What is fertility grief, and is it normal to feel this way?
Fertility grief is the very real emotional pain of fearing or experiencing the loss of your ability to have biological children. It’s a recognised form of grief — often anticipatory and disenfranchised — and it is completely normal. You are not overreacting. It deserves acknowledgement and proper support.
Should I freeze my eggs if I have endometriosis?
It’s worth discussing with a reproductive specialist sooner rather than later, especially if your ovarian reserve may be affected. Egg freezing isn’t right for everyone, and timing matters. A specialist can assess your individual situation — AMH levels, antral follicle count, and endometriosis staging — and help you decide.
Can surgery for endometriosis improve my chances of getting pregnant?
In some cases, yes — particularly for blocked tubes or large endometriomas.

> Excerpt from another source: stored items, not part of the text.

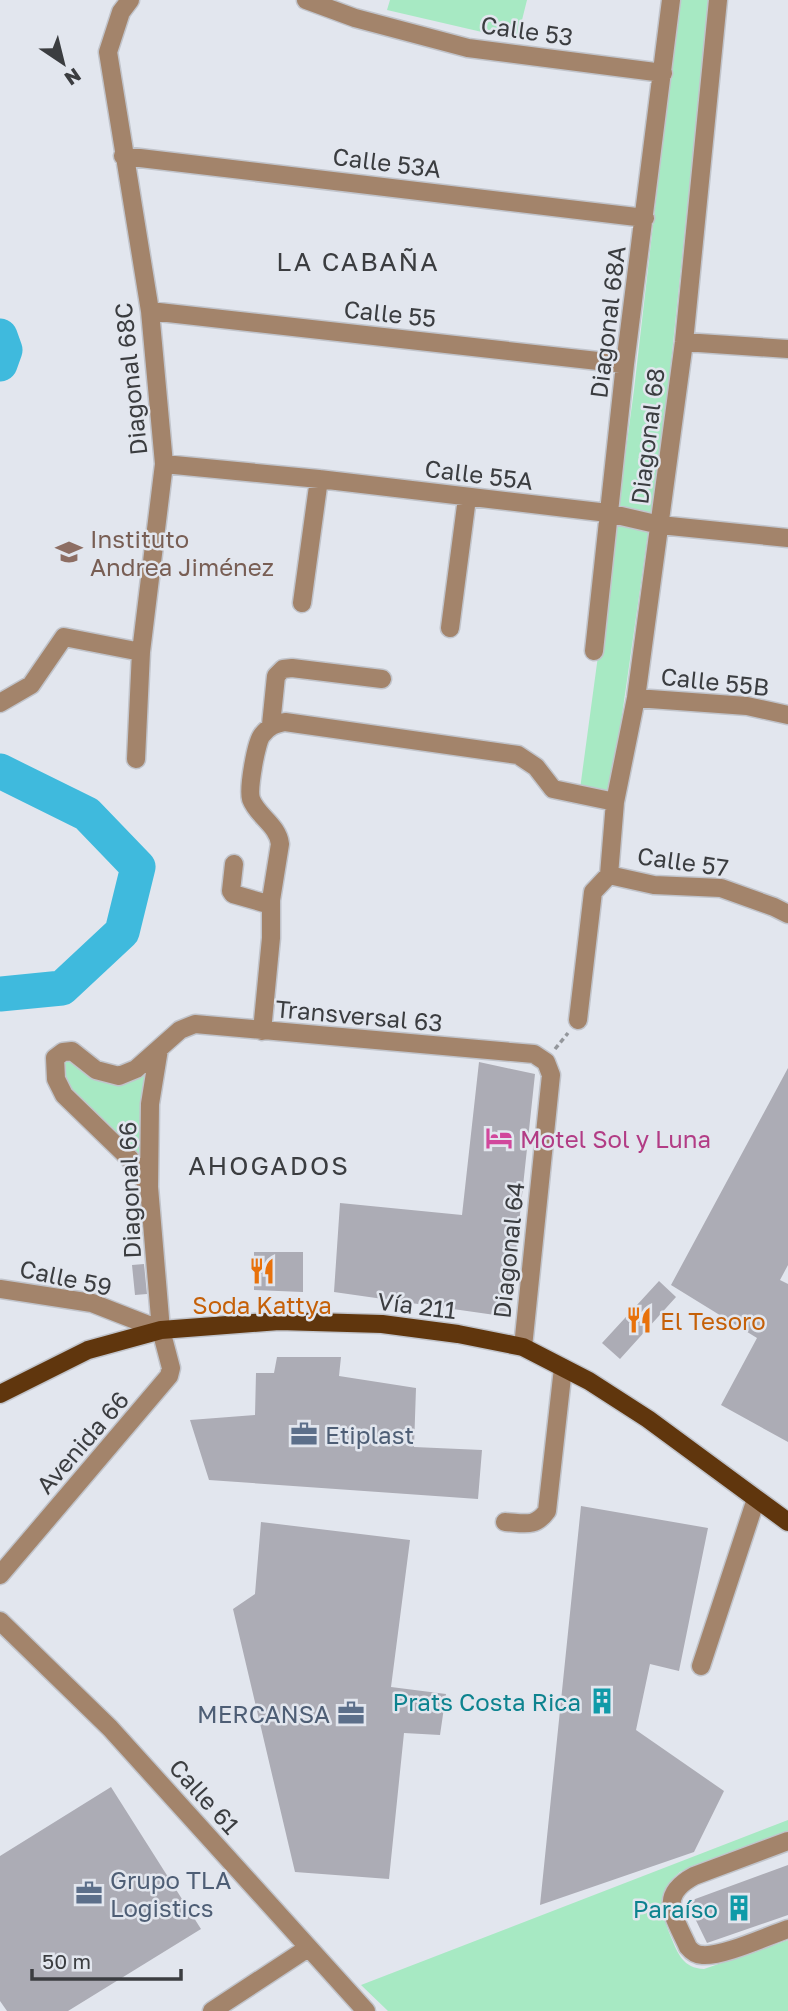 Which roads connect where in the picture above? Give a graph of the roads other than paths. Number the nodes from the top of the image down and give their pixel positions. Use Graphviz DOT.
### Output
graph roads {
  1 [pos="131,0"];
  2 [pos="306,0"];
  3 [pos="671,0"];
  4 [pos="718,0"];
  5 [pos="663,73"];
  6 [pos="123,156"];
  7 [pos="645,218"];
  8 [pos="150,312"];
  9 [pos="684,341"];
  10 [pos="788,349"];
  11 [pos="625,364"];
  12 [pos="164,464"];
  13 [pos="319,479"];
  14 [pos="467,498"];
  15 [pos="608,513"];
  16 [pos="660,525"];
  17 [pos="788,538"];
  18 [pos="302,603"];
  19 [pos="450,628"];
  20 [pos="594,651"];
  21 [pos="141,652"];
  22 [pos="382,679"];
  23 [pos="636,698"];
  24 [pos="0,703"];
  25 [pos="788,715"];
  26 [pos="271,725"];
  27 [pos="136,759"];
  28 [pos="615,802"];
  29 [pos="234,864"];
  30 [pos="609,875"];
  31 [pos="271,900"];
  32 [pos="788,914"];
  33 [pos="578,1020"];
  34 [pos="262,1031"];
  35 [pos="159,1049"];
  36 [pos="548,1069"];
  37 [pos="149,1186"];
  38 [pos="0,1289"];
  39 [pos="162,1330"];
  40 [pos="523,1347"];
  41 [pos="563,1368"];
  42 [pos="0,1394"];
  43 [pos="756,1499"];
  44 [pos="505,1522"];
  45 [pos="788,1522"];
  46 [pos="0,1575"];
  47 [pos="0,1621"];
  48 [pos="701,1666"];
  49 [pos="788,1841"];
  50 [pos="788,1929"];
  51 [pos="308,1948"];
  52 [pos="212,2011"];
  53 [pos="366,2011"];
  1 -- 6 [label="street, Diagonal 68C"];
  2 -- 5 [label="street, Calle 53"];
  3 -- 5 [label="street, Diagonal 68A"];
  4 -- 9 [label="street, Diagonal 68"];
  5 -- 7 [label="street, Diagonal 68A"];
  6 -- 7 [label="street, Calle 53A"];
  6 -- 8 [label="street, Diagonal 68C"];
  7 -- 11 [label="street, Diagonal 68A"];
  8 -- 11 [label="street, Calle 55"];
  8 -- 12 [label="street, Diagonal 68C"];
  9 -- 10 [label="street"];
  9 -- 16 [label="street, Diagonal 68"];
  11 -- 15 [label="street, Diagonal 68A"];
  12 -- 13 [label="street, Calle 55A"];
  12 -- 21 [label="street, Diagonal 68C"];
  13 -- 14 [label="street, Calle 55A"];
  13 -- 18 [label="street"];
  14 -- 15 [label="street, Calle 55A"];
  14 -- 19 [label="street"];
  15 -- 16 [label="street, Calle 55A"];
  15 -- 20 [label="street, Diagonal 68A"];
  16 -- 17 [label="street, Calle 55A"];
  16 -- 23 [label="street, Diagonal 68"];
  21 -- 24 [label="street"];
  21 -- 27 [label="street, Diagonal 68C"];
  22 -- 26 [label="street"];
  23 -- 25 [label="street, Calle 55B"];
  23 -- 28 [label="street, Diagonal 68"];
  26 -- 28 [label="street"];
  26 -- 31 [label="street"];
  28 -- 30 [label="street, Diagonal 68"];
  29 -- 31 [label="street"];
  30 -- 32 [label="street, Calle 57"];
  30 -- 33 [label="street"];
  31 -- 34 [label="street"];
  34 -- 35 [label="street, Transversal 63"];
  34 -- 36 [label="street, Transversal 63"];
  35 -- 37 [label="street, Diagonal 66"];
  35 -- 37 [label="street, Transversal 63"];
  36 -- 40 [label="street, Diagonal 64"];
  37 -- 39 [label="street, Diagonal 66"];
  38 -- 39 [label="street, Calle 59"];
  39 -- 40 [label="main road, Vía 211"];
  39 -- 42 [label="main road, Vía 211"];
  39 -- 46 [label="street, Avenida 66"];
  40 -- 41 [label="main road, Vía 211"];
  41 -- 43 [label="main road, Vía 211"];
  41 -- 44 [label="street"];
  43 -- 45 [label="main road, Vía 211"];
  43 -- 48 [label="street"];
  47 -- 51 [label="street, Calle 61"];
  49 -- 50 [label="street"];
  51 -- 52 [label="street"];
  51 -- 53 [label="street, Calle 61"];
}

However, surgery on the ovaries also carries a risk of reducing ovarian reserve. This is a nuanced, individual decision best made with a specialist who understands both endometriosis and fertility, not one or the other.
How do I cope with endometriosis fertility grief when people don’t understand?
Seek out people who do understand — fertility counsellors, endometriosis support groups, and online communities can provide the validation that well-meaning but unhelpful comments from others can’t. Naming your grief, even privately, and allowing yourself to feel it is not weakness — it’s the beginning of processing it.
This article is for general information and is not medical advice. It was reviewed by a certified healthcare professional in line with our editorial policy, and we update our content as the science evolves — but every woman’s body is different, so please speak to a qualified healthcare professional about your own symptoms.